** EXERCISE OBJECTIVE **
Below are entries; copy exactly the lines from the one with "ring tip: (316, 213)" through the one with "middle tip: (273, 335)", both included, and leave out the rest.

** THE RECORDS **
******

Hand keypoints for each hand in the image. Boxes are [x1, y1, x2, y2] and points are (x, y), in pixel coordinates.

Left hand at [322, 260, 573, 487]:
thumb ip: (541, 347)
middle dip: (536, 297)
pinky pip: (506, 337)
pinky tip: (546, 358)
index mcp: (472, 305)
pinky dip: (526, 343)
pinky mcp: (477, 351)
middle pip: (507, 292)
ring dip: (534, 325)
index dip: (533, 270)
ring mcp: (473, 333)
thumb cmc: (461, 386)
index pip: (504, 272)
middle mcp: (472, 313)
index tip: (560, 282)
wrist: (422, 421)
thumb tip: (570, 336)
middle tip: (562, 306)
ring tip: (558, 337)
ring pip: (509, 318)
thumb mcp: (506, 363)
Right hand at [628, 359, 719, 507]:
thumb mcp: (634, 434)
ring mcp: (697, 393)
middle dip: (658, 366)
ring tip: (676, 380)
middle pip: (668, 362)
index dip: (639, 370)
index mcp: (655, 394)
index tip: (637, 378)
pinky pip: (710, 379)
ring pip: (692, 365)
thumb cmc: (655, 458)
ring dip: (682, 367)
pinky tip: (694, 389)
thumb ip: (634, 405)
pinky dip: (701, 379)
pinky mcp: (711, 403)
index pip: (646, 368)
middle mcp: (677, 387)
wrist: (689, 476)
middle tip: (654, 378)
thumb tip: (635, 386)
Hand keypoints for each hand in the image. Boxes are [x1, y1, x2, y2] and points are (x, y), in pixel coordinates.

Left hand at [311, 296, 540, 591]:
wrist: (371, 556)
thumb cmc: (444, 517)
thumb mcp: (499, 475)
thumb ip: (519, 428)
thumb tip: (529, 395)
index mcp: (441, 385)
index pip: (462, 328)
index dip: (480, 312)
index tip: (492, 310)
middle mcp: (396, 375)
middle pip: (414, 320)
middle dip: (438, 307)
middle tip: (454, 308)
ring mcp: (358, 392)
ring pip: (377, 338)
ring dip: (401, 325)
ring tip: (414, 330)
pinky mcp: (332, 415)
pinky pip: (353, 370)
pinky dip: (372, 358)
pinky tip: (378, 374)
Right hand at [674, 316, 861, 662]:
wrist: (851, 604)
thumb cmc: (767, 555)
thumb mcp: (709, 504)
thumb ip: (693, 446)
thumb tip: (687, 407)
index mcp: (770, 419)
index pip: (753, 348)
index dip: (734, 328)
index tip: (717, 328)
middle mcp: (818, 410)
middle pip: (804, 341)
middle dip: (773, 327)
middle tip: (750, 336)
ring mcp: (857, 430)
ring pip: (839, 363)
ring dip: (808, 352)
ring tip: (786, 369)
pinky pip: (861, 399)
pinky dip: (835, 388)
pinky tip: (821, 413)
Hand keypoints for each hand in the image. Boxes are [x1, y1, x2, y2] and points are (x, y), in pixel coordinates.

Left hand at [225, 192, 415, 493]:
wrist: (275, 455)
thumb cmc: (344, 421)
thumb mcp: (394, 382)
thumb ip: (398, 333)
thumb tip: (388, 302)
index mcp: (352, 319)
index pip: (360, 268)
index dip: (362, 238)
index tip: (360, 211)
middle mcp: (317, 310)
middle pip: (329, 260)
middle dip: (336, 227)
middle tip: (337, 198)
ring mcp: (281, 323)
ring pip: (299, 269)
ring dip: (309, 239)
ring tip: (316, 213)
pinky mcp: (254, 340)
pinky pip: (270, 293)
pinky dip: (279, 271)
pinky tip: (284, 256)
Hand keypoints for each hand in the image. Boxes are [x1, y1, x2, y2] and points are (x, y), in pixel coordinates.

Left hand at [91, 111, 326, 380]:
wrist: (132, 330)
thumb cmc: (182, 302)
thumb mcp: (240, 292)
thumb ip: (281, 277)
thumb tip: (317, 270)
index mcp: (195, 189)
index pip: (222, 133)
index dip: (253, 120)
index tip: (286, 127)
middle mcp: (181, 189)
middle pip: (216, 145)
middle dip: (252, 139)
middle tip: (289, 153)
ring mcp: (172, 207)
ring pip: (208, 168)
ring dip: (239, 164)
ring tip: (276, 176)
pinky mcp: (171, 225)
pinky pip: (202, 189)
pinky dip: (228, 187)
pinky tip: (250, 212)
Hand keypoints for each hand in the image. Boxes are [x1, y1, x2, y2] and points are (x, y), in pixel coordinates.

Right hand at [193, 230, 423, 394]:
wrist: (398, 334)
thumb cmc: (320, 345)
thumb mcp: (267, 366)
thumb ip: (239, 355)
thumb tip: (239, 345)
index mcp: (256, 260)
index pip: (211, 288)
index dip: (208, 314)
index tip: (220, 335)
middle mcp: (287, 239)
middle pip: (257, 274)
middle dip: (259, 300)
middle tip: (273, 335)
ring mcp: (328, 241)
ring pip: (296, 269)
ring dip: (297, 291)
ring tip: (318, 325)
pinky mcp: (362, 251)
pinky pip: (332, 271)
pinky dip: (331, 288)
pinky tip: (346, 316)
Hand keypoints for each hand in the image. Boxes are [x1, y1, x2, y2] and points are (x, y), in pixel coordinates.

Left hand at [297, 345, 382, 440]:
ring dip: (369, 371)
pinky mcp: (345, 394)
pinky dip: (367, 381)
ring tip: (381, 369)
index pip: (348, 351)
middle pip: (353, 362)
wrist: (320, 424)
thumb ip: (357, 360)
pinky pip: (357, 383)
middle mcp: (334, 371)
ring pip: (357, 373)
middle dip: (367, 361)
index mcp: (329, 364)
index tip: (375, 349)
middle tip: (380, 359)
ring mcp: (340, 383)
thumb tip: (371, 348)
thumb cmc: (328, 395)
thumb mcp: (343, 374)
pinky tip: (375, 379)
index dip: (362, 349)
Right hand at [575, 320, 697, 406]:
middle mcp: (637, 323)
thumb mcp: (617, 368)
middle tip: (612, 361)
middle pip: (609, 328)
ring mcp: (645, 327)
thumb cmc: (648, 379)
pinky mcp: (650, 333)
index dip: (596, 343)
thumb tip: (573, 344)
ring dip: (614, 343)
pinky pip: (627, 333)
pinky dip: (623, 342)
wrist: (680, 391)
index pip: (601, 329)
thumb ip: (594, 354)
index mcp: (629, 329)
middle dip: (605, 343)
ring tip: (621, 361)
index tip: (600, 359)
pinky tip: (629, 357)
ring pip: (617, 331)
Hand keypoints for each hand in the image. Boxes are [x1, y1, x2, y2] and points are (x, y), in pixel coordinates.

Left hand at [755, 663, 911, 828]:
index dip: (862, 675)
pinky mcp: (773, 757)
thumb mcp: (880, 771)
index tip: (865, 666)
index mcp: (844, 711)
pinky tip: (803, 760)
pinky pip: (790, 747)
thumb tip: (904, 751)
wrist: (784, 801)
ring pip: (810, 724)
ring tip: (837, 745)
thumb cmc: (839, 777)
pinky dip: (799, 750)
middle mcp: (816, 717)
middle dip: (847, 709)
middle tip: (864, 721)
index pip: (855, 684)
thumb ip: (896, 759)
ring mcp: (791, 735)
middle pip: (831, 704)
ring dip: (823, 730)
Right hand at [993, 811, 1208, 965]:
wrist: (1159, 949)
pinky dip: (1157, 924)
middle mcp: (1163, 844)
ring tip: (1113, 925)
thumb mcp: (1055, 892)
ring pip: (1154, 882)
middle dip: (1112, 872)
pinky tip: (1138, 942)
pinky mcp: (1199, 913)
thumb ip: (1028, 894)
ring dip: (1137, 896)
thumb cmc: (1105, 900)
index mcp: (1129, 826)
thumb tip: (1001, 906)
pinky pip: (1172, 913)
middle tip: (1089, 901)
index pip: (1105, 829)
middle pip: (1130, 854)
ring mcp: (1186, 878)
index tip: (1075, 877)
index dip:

******

** RESPONSE TO THIS TASK **
ring tip: (316, 213)
pinky mcp: (254, 340)
pinky pip: (270, 293)
pinky dip: (279, 271)
pinky tip: (284, 256)
Hand keypoints for each hand in the image. Boxes are [x1, y1, x2, y2] and points are (x, y), in pixel coordinates.

Left hand at [91, 111, 326, 380]:
wrist: (132, 330)
thumb cmc: (182, 302)
thumb mcp: (240, 292)
thumb ip: (281, 277)
thumb tip: (317, 270)
index mcp: (195, 189)
index pip: (222, 133)
index dip: (253, 120)
index tip: (286, 127)
middle mcp: (181, 189)
middle pip: (216, 145)
middle dip: (252, 139)
middle tip: (289, 153)
ring mcp: (172, 207)
ring pip: (208, 168)
ring dip: (239, 164)
ring tip: (276, 176)
pinky mcp: (171, 225)
pinky pip: (202, 189)
pinky dip: (228, 187)
pinky tip: (250, 212)
Hand keypoints for each hand in the image. Boxes are [x1, y1, x2, y2] and points are (x, y), in pixel coordinates.

Right hand at [193, 230, 423, 394]:
wrist: (398, 334)
thumb cmc: (320, 345)
thumb mcp: (267, 366)
thumb ip: (239, 355)
thumb tip: (239, 345)
index mcp: (256, 260)
index pip: (211, 288)
index dip: (208, 314)
index tip: (220, 335)
middle mcp: (287, 239)
middle pip: (257, 274)
middle dip: (259, 300)
middle tip: (273, 335)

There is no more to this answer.